@Carl Love Does my Answer work for you?

@Ronan You wrote:

• I asked a question a few months ago that required with a variable number of summation loops. @Carl Love answered it.  Is it possible to Add/sum by mapping multiple values from a list - MaplePrimes

Thanks for spotting that analogy to my earlier Answer. In that case, I represented your iterated sum's multi-index as a cartesian product. In the present case, I represented it as all s-combinations from a master index set. That can be generalized thus: Let Iter be any operation using an index variable taking a finite number of values (such as sum, product, add, mul, or a for loop). Suppose that we wish to compute

Iter(Iter( ... (
    Iter(f(k[1], k[2], ..., k[s]), k[s]= J[s](k[1], ..., k[s-1])),
     ...), k[2]= J[2](k[1])), k[1]= J[1]()
)                                                           (eq. 1)

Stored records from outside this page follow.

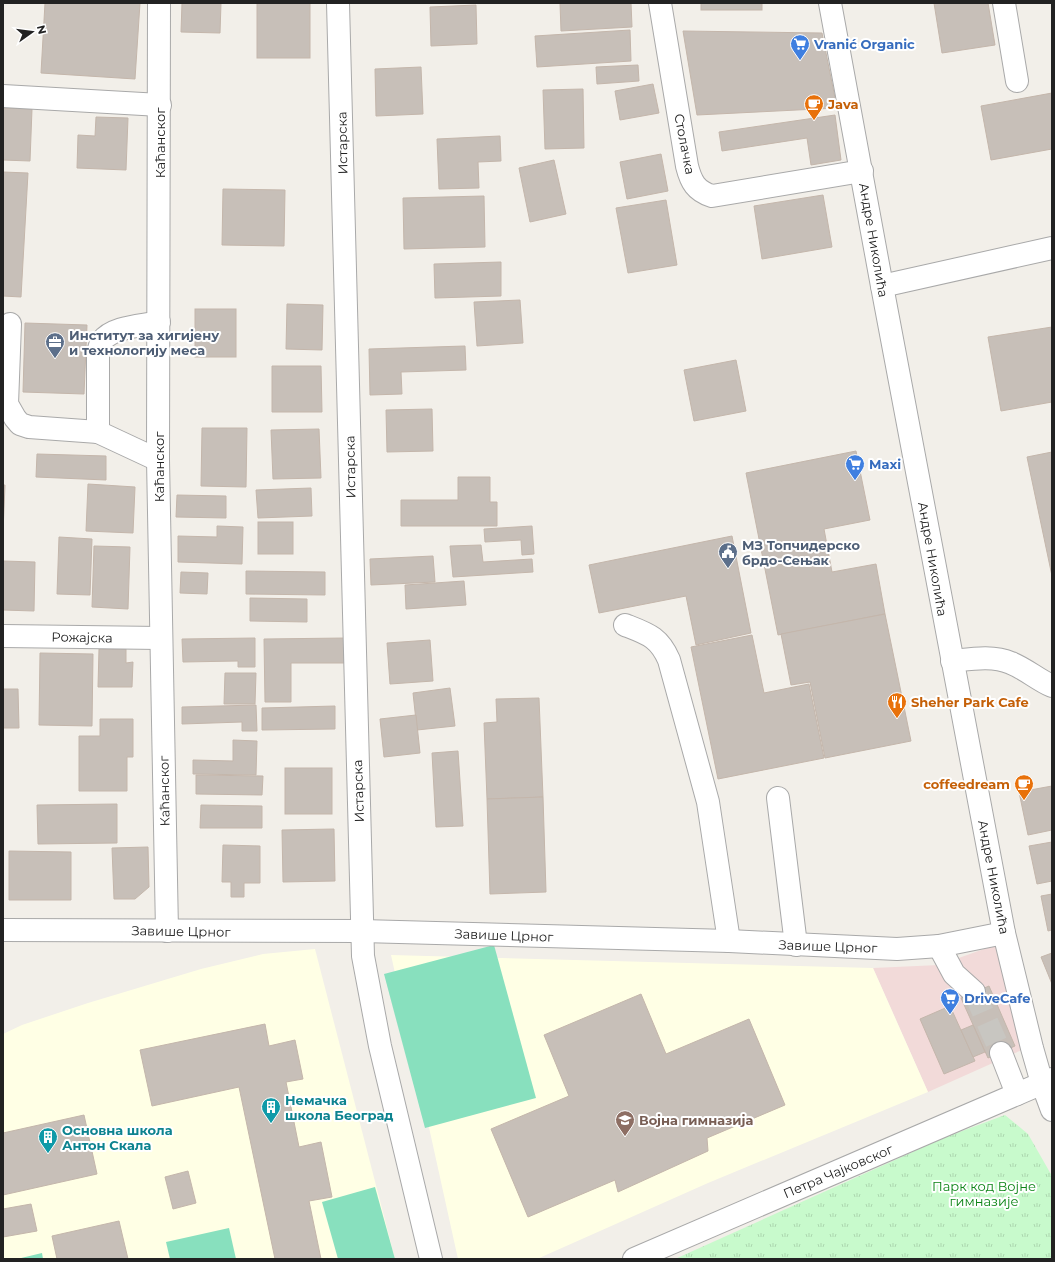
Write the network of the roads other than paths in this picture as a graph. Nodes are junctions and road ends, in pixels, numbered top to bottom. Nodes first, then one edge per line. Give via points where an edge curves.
1 (159, 3) edge
2 (338, 3) edge
3 (660, 3) edge
4 (830, 3) edge
5 (1004, 3) edge
6 (1017, 81) dead end
7 (3, 96) edge
8 (160, 105) junction
9 (862, 171) junction
10 (1052, 248) edge
11 (882, 286) junction
12 (160, 322) junction
13 (10, 324) dead end
14 (98, 432) junction
15 (158, 460) junction
16 (625, 625) dead end
17 (3, 636) edge
18 (160, 638) junction
19 (952, 661) junction
20 (1052, 686) edge
21 (778, 798) dead end
22 (3, 930) edge
23 (167, 931) junction
24 (362, 931) junction
25 (1004, 932) junction
26 (729, 941) junction
27 (796, 945) junction
28 (939, 946) junction
29 (974, 992) tunnel mouth
30 (1000, 1053) tunnel mouth
31 (1047, 1081) edge
32 (1017, 1094) junction
33 (1052, 1110) edge
34 (431, 1259) edge
35 (634, 1259) edge

1 - 8 street, Каћанског
2 - 24 street, Истарска
3 - 9 street, Столачка via 687,166 698,190 712,196
4 - 9 street, Андре Николића
5 - 6 street
7 - 8 street
8 - 12 street, Каћанског
9 - 11 street, Андре Николића
10 - 11 street
11 - 19 street, Андре Николића
12 - 14 street via 119,331 102,342 98,353
12 - 15 street, Каћанског
13 - 14 street via 7,404 15,418 20,424 29,427
14 - 15 street
15 - 18 street, Каћанског
16 - 26 street via 656,640 669,660 708,802
17 - 18 street, Рожајска
18 - 23 street, Каћанског
19 - 20 street via 988,658 1002,660
19 - 25 street, Андре Николића
21 - 27 street
22 - 23 street, Завише Црног
23 - 24 street, Завише Црног
24 - 26 street, Завише Црног
24 - 34 street, Истарска via 363,956 380,1046
25 - 28 street, Завише Црног
25 - 31 street, Андре Николића
26 - 27 street, Завише Црног
27 - 28 street, Завише Црног via 897,949
28 - 29 street via 954,974
30 - 32 street
31 - 32 street, Петра Чајковског
31 - 33 street, Андре Николића
32 - 35 street, Петра Чајковског

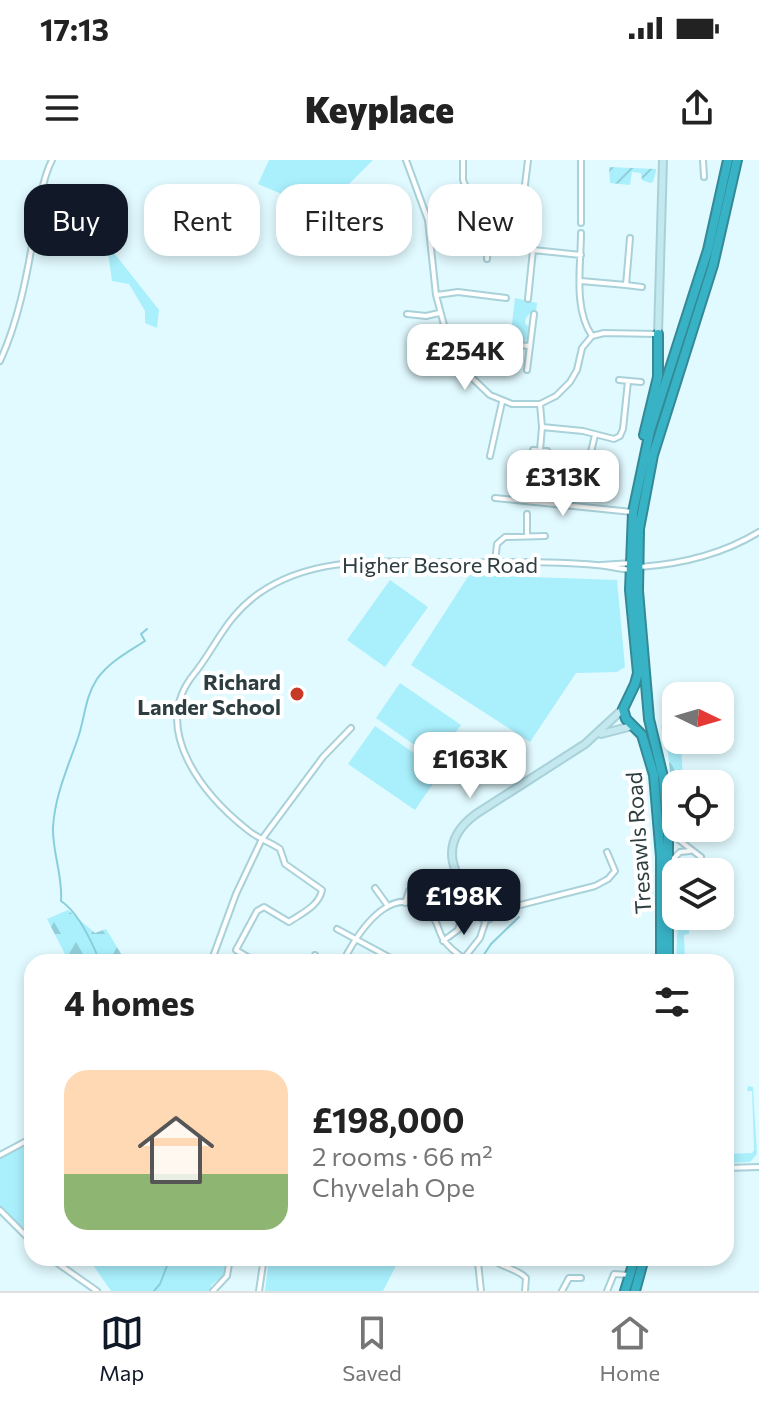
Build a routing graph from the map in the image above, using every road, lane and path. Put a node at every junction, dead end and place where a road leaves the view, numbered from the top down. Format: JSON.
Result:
{"nodes":[{"id":1,"x":52,"y":160,"type":"edge"},
{"id":2,"x":406,"y":160,"type":"edge"},
{"id":3,"x":463,"y":160,"type":"edge"},
{"id":4,"x":528,"y":160,"type":"edge"},
{"id":5,"x":581,"y":160,"type":"edge"},
{"id":6,"x":663,"y":160,"type":"edge"},
{"id":7,"x":703,"y":160,"type":"edge"},
{"id":8,"x":728,"y":160,"type":"edge"},
{"id":9,"x":737,"y":160,"type":"edge"},
{"id":10,"x":704,"y":177,"type":"dead end"},
{"id":11,"x":465,"y":184,"type":"edge"},
{"id":12,"x":525,"y":184,"type":"edge"},
{"id":13,"x":428,"y":220,"type":"edge"},
{"id":14,"x":581,"y":223,"type":"dead end"},
{"id":15,"x":581,"y":233,"type":"dead end"},
{"id":16,"x":630,"y":238,"type":"dead end"},
{"id":17,"x":542,"y":251,"type":"edge"},
{"id":18,"x":581,"y":255,"type":"junction"},
{"id":19,"x":432,"y":256,"type":"edge"},
{"id":20,"x":487,"y":256,"type":"edge"},
{"id":21,"x":532,"y":256,"type":"edge"},
{"id":22,"x":487,"y":259,"type":"dead end"},
{"id":23,"x":581,"y":281,"type":"junction"},
{"id":24,"x":626,"y":285,"type":"junction"},
{"id":25,"x":642,"y":287,"type":"dead end"},
{"id":26,"x":436,"y":295,"type":"junction"},
{"id":27,"x":506,"y":298,"type":"dead end"},
{"id":28,"x":528,"y":299,"type":"dead end"},
{"id":29,"x":439,"y":313,"type":"junction"},
{"id":30,"x":407,"y":314,"type":"dead end"},
{"id":31,"x":534,"y":314,"type":"dead end"},
{"id":32,"x":526,"y":320,"type":"dead end"},
{"id":33,"x":533,"y":321,"type":"junction"},
{"id":34,"x":661,"y":333,"type":"junction"},
{"id":35,"x":592,"y":336,"type":"junction"},
{"id":36,"x":529,"y":346,"type":"junction"},
{"id":37,"x":452,"y":349,"type":"junction"},
{"id":38,"x":0,"y":361,"type":"edge"},
{"id":39,"x":527,"y":370,"type":"dead end"},
{"id":40,"x":619,"y":380,"type":"dead end"},
{"id":41,"x":628,"y":381,"type":"junction"},
{"id":42,"x":641,"y":382,"type":"dead end"},
{"id":43,"x":502,"y":402,"type":"junction"},
{"id":44,"x":540,"y":404,"type":"junction"},
{"id":45,"x":542,"y":427,"type":"junction"},
{"id":46,"x":595,"y":435,"type":"junction"},
{"id":47,"x":533,"y":450,"type":"dead end"},
{"id":48,"x":540,"y":450,"type":"junction"},
{"id":49,"x":547,"y":451,"type":"dead end"},
{"id":50,"x":490,"y":456,"type":"dead end"},
{"id":51,"x":641,"y":467,"type":"junction"},
{"id":52,"x":580,"y":468,"type":"dead end"},
{"id":53,"x":587,"y":469,"type":"junction"},
{"id":54,"x":594,"y":470,"type":"dead end"},
{"id":55,"x":495,"y":498,"type":"dead end"},
{"id":56,"x":633,"y":512,"type":"junction"},
{"id":57,"x":527,"y":514,"type":"dead end"},
{"id":58,"x":759,"y":532,"type":"edge"},
{"id":59,"x":527,"y":534,"type":"junction"},
{"id":60,"x":545,"y":536,"type":"dead end"},
{"id":61,"x":495,"y":563,"type":"junction"},
{"id":62,"x":635,"y":567,"type":"junction"},
{"id":63,"x":627,"y":699,"type":"junction"},
{"id":64,"x":648,"y":699,"type":"junction"},
{"id":65,"x":623,"y":709,"type":"junction"},
{"id":66,"x":649,"y":719,"type":"junction"},
{"id":67,"x":633,"y":726,"type":"junction"},
{"id":68,"x":351,"y":728,"type":"dead end"},
{"id":69,"x":597,"y":736,"type":"junction"},
{"id":70,"x":662,"y":773,"type":"edge"},
{"id":71,"x":262,"y":839,"type":"junction"},
{"id":72,"x":681,"y":842,"type":"edge"},
{"id":73,"x":607,"y":852,"type":"dead end"},
{"id":74,"x":692,"y":852,"type":"junction"},
{"id":75,"x":701,"y":857,"type":"dead end"},
{"id":76,"x":674,"y":858,"type":"edge"},
{"id":77,"x":429,"y":876,"type":"dead end"},
{"id":78,"x":375,"y":888,"type":"dead end"},
{"id":79,"x":451,"y":891,"type":"dead end"},
{"id":80,"x":405,"y":903,"type":"junction"},
{"id":81,"x":388,"y":906,"type":"junction"},
{"id":82,"x":465,"y":909,"type":"dead end"},
{"id":83,"x":482,"y":909,"type":"junction"},
{"id":84,"x":493,"y":912,"type":"junction"},
{"id":85,"x":435,"y":919,"type":"junction"},
{"id":86,"x":486,"y":920,"type":"junction"},
{"id":87,"x":337,"y":929,"type":"dead end"},
{"id":88,"x":669,"y":930,"type":"edge"},
{"id":89,"x":356,"y":938,"type":"junction"},
{"id":90,"x":443,"y":941,"type":"junction"},
{"id":91,"x":214,"y":954,"type":"edge"},
{"id":92,"x":243,"y":954,"type":"edge"},
{"id":93,"x":347,"y":954,"type":"dead end"},
{"id":94,"x":388,"y":954,"type":"edge"},
{"id":95,"x":457,"y":954,"type":"edge"},
{"id":96,"x":468,"y":954,"type":"edge"},
{"id":97,"x":661,"y":954,"type":"edge"},
{"id":98,"x":668,"y":954,"type":"edge"},
{"id":99,"x":24,"y":1142,"type":"edge"},
{"id":100,"x":0,"y":1155,"type":"edge"},
{"id":101,"x":759,"y":1167,"type":"edge"},
{"id":102,"x":734,"y":1168,"type":"edge"},
{"id":103,"x":0,"y":1210,"type":"edge"},
{"id":104,"x":24,"y":1234,"type":"edge"},
{"id":105,"x":61,"y":1266,"type":"edge"},
{"id":106,"x":229,"y":1266,"type":"edge"},
{"id":107,"x":263,"y":1266,"type":"edge"},
{"id":108,"x":480,"y":1266,"type":"edge"},
{"id":109,"x":501,"y":1266,"type":"edge"},
{"id":110,"x":633,"y":1266,"type":"edge"},
{"id":111,"x":642,"y":1266,"type":"edge"},
{"id":112,"x":630,"y":1275,"type":"junction"},
{"id":113,"x":581,"y":1278,"type":"dead end"},
{"id":114,"x":526,"y":1290,"type":"edge"},
{"id":115,"x":97,"y":1291,"type":"edge"},
{"id":116,"x":213,"y":1291,"type":"edge"},
{"id":117,"x":259,"y":1291,"type":"edge"},
{"id":118,"x":481,"y":1291,"type":"edge"},
{"id":119,"x":562,"y":1291,"type":"edge"},
{"id":120,"x":607,"y":1291,"type":"edge"},
{"id":121,"x":625,"y":1291,"type":"edge"},
{"id":122,"x":635,"y":1291,"type":"edge"}],
"edges":[{"from":1,"to":38,"type":"street"},
{"from":2,"to":13,"type":"street"},
{"from":3,"to":11,"type":"street"},
{"from":4,"to":12,"type":"street"},
{"from":5,"to":14,"type":"street"},
{"from":6,"to":34,"type":"street"},
{"from":7,"to":10,"type":"street"},
{"from":8,"to":51,"type":"highway"},
{"from":9,"to":62,"type":"highway"},
{"from":15,"to":18,"type":"street"},
{"from":16,"to":24,"type":"street"},
{"from":17,"to":18,"type":"street"},
{"from":18,"to":23,"type":"street"},
{"from":19,"to":26,"type":"street"},
{"from":20,"to":22,"type":"street"},
{"from":21,"to":28,"type":"street"},
{"from":23,"to":24,"type":"street"},
{"from":23,"to":35,"type":"street"},
{"from":24,"to":25,"type":"street"},
{"from":26,"to":27,"type":"street"},
{"from":26,"to":29,"type":"street"},
{"from":29,"to":30,"type":"street"},
{"from":29,"to":37,"type":"street"},
{"from":31,"to":33,"type":"street"},
{"from":32,"to":33,"type":"street"},
{"from":33,"to":36,"type":"street"},
{"from":34,"to":35,"type":"street"},
{"from":34,"to":51,"type":"highway"},
{"from":35,"to":44,"type":"street"},
{"from":36,"to":37,"type":"street"},
{"from":36,"to":39,"type":"street"},
{"from":37,"to":43,"type":"street"},
{"from":40,"to":41,"type":"street"},
{"from":41,"to":42,"type":"street"},
{"from":41,"to":46,"type":"street"},
{"from":43,"to":44,"type":"street"},
{"from":43,"to":50,"type":"street"},
{"from":44,"to":45,"type":"street"},
{"from":45,"to":46,"type":"street"},
{"from":45,"to":48,"type":"street"},
{"from":46,"to":53,"type":"street"},
{"from":47,"to":48,"type":"street"},
{"from":48,"to":49,"type":"street"},
{"from":51,"to":56,"type":"highway"},
{"from":52,"to":53,"type":"street"},
{"from":53,"to":54,"type":"street"},
{"from":55,"to":56,"type":"street"},
{"from":56,"to":62,"type":"highway"},
{"from":57,"to":59,"type":"street"},
{"from":58,"to":62,"type":"street","name":"Higher Besore Road"},
{"from":59,"to":60,"type":"street"},
{"from":59,"to":61,"type":"street"},
{"from":61,"to":62,"type":"street","name":"Higher Besore Road"},
{"from":61,"to":71,"type":"street","name":"Higher Besore Road"},
{"from":62,"to":63,"type":"highway"},
{"from":62,"to":64,"type":"highway"},
{"from":63,"to":64,"type":"highway"},
{"from":63,"to":65,"type":"highway"},
{"from":64,"to":66,"type":"highway"},
{"from":65,"to":67,"type":"highway"},
{"from":65,"to":69,"type":"street"},
{"from":66,"to":67,"type":"highway"},
{"from":66,"to":70,"type":"highway","name":"Tresawls Road"},
{"from":67,"to":69,"type":"street"},
{"from":67,"to":97,"type":"highway","name":"Tresawls Road"},
{"from":68,"to":71,"type":"street"},
{"from":69,"to":83,"type":"street"},
{"from":71,"to":91,"type":"street"},
{"from":71,"to":92,"type":"street","name":"Higher Besore Road"},
{"from":72,"to":74,"type":"street"},
{"from":73,"to":84,"type":"street"},
{"from":74,"to":75,"type":"street"},
{"from":74,"to":76,"type":"street"},
{"from":77,"to":80,"type":"street"},
{"from":78,"to":81,"type":"street"},
{"from":79,"to":85,"type":"street"},
{"from":80,"to":81,"type":"street"},
{"from":80,"to":85,"type":"street"},
{"from":81,"to":89,"type":"street"},
{"from":82,"to":90,"type":"street"},
{"from":83,"to":84,"type":"street"},
{"from":83,"to":86,"type":"street"},
{"from":84,"to":86,"type":"street"},
{"from":85,"to":90,"type":"street"},
{"from":86,"to":96,"type":"street"},
{"from":87,"to":89,"type":"street"},
{"from":88,"to":98,"type":"highway","name":"Tresawls Road"},
{"from":89,"to":93,"type":"street"},
{"from":89,"to":94,"type":"street"},
{"from":90,"to":95,"type":"street"},
{"from":99,"to":100,"type":"street"},
{"from":101,"to":102,"type":"street"},
{"from":103,"to":104,"type":"street"},
{"from":105,"to":115,"type":"street"},
{"from":106,"to":116,"type":"street"},
{"from":107,"to":117,"type":"street"},
{"from":108,"to":118,"type":"street"},
{"from":109,"to":114,"type":"street"},
{"from":110,"to":112,"type":"highway"},
{"from":111,"to":122,"type":"highway"},
{"from":112,"to":120,"type":"street"},
{"from":112,"to":121,"type":"highway"},
{"from":113,"to":119,"type":"street"}]}
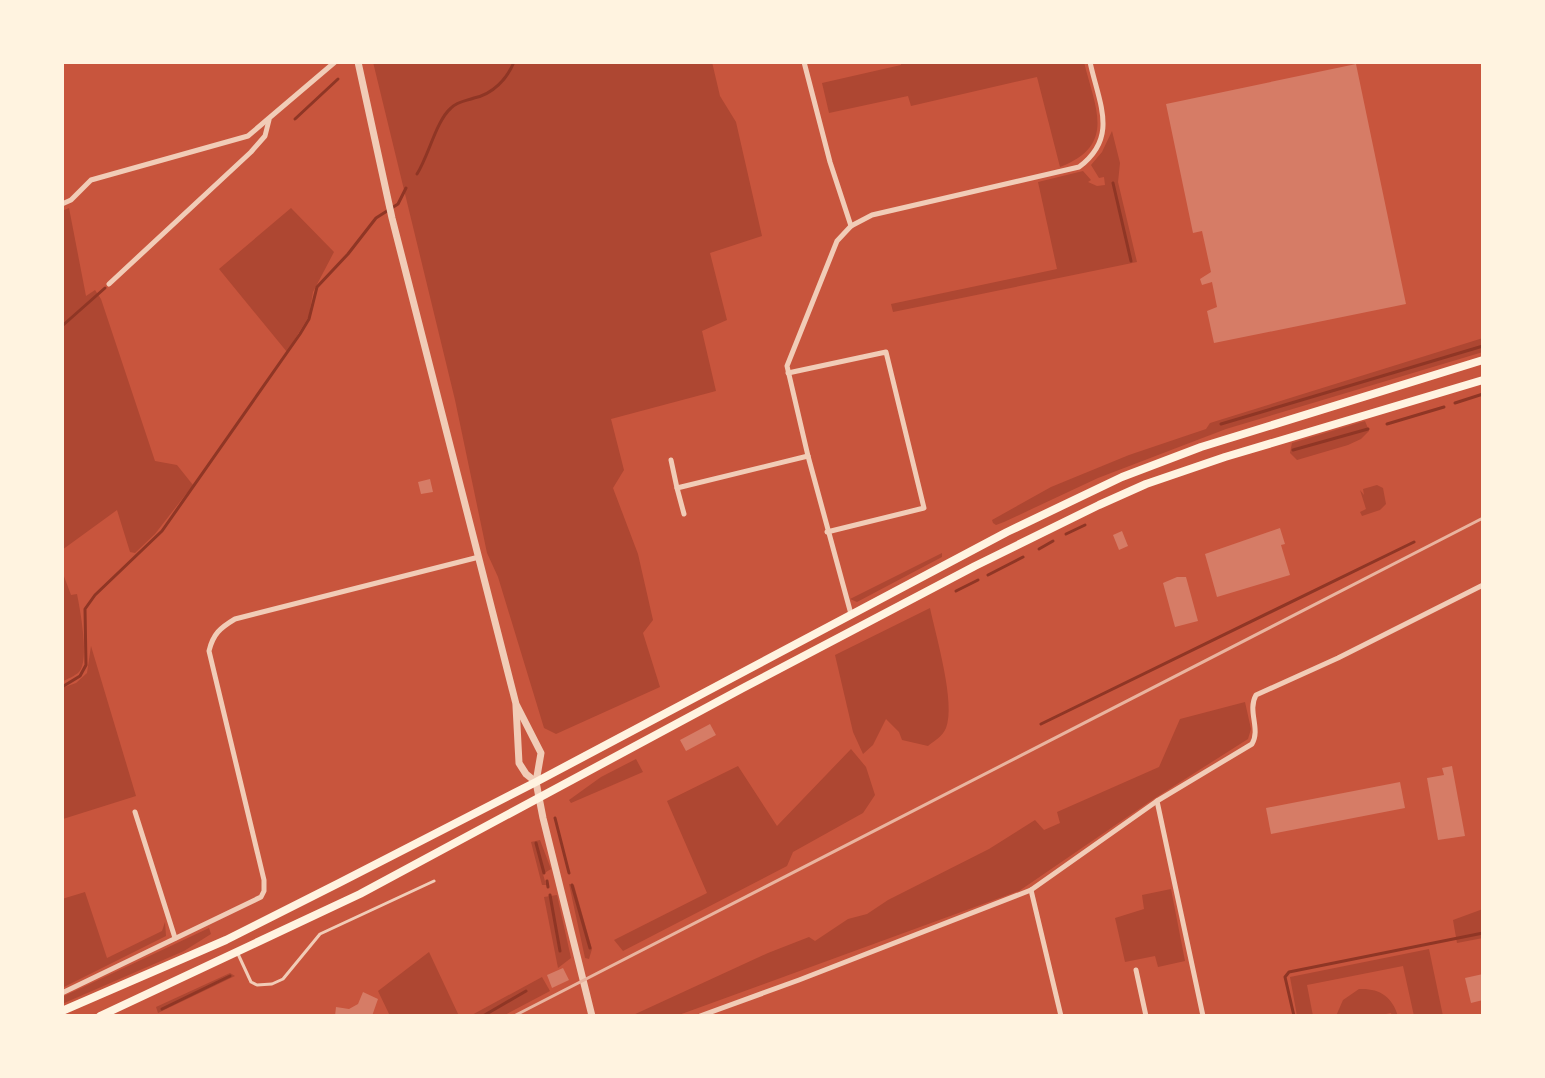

where s (the nesting level) is an arbitrary positive integer not known at the time that the code is written and J[1], ..., J[s] are set-valued functions (each of which may depend on all prior indices). In theory, the index tuples (k[1], ..., k[s]) can always be generated as a combinatorial object and the computation of (eq. 1) reduced to a single call to Iter somewhat like this

Iter(f(seq(K)), K= CombGen(...)),    (eq. 2)

where CombGen is some sort of generator of combinatorial objects. (The syntax shown in (eq. 2) is just an example that needs to be adjusted on a case-by-case basis.)  However, in practice, there may not be an efficient way to generate the combinatorial object.

@acer You can safely use evalc in situations where only some of the variables are intended to represent reals by assuming that the others have property complex.

I can't tell whether you actually want an Explore (or other interactive plot) with parameter a or you simply want to plot two functions together.

@acer His integrand is missing the arclength differential, sqrt((dx/dt)^2 + (dy/dt)^2).

I'm guessing that t is the independent variable of the polynomials. What do you mean by t with a subscript, such as t[j] and t[i]? Are these meant to be symbolic variables independent of t itself?

Is there a reason that you specifically want a recursive method? There are also several very good non-recursive ways to do it in Maple.

@tomleslie Do you have kernelopts(assertlevel= 2) set, perhaps from an initialization file?

@acer I don't think lack of precision is the culprit leading to spurious roots in this particular case. Try this code and let me know what you think:

restart:
Digits:= 100:
JD:= int(6-sqrt(9+8*x-x^2), x= 0..L);
R:= solve(10=JD, L);
R2:= [allvalues](R);
R3:= select(type, evalf(R2), realcons);

The end result is the same 3 real roots (extended to 100 digits), 2 of which are very wrong.

I'm totally willing to accept that spurious roots may occur for purely symbolic reasons---as we learn in high-school algebra II when solving equations with variables under square roots. But I haven't found the actual symbolic culprit here yet,

@acer My Comment here has nothing to do with the Question; I'm just commenting on a curiosity in the prettyprinted output shown both in the Question and in your Reply above. Notice that Pi/2.2 appears two different ways in the output of the definition of piecewise function f. It appears twice as 1.427996661 and twice as Pi/2.2.

@lcz There is no specific command for numeric eigenvalues because LinearAlgebra:-Eigenvalues (and related commands) chooses an algorithm based on the datatype (such as hfloat) and the shape (such as symmetric) of the matrix. The Answer by @dharr shows how to use this feature.

@ecterrab You seem to be answering a question which is nearly the opposite of what was asked. The OP has set infolevel[dsolve]:= 2, has run dsolve twice on the same ODE, and has noticed that the 2nd run produces much shorter userinfo output. This is of course because of remember tables, and the OP now understands that. The OP wants to obtain only the userinfo from that second run without needing to obtain the userinfo from the first run as a preliminary step. (The OP does not want to "see again the previous user level information", so using Forget() doesn't help.) My Answer shows how only that second-run userinfo can be obtained efficiently.

@dharr But the OP wants to do this over finite fields. The diagonalization proceeds in a mostly similar manner to what you showed, although one often needs to create more-elaborate splitting fields for the eigenvalues (of degree possibly as large as the matrix order). The major stumbling block will be the finite-field equivalent of the solve, there being no good algorithm to solve for an exponent. This is the "discrete logarithm problem" that I referred to in my Reply above.

Even in the case of 1x1 matrices (i.e., scalars), it is a hard problem---called the discrete logarithm problem---for which no fast algorithm is known. See the Wikipedia article "Discrete logarithm".

@lcz I consider it a serious breach of "netiquette" to delete one's own Question after it has been Answered. That is NOT nm's habit. I've only noticed that user deleting material that has not been replied to.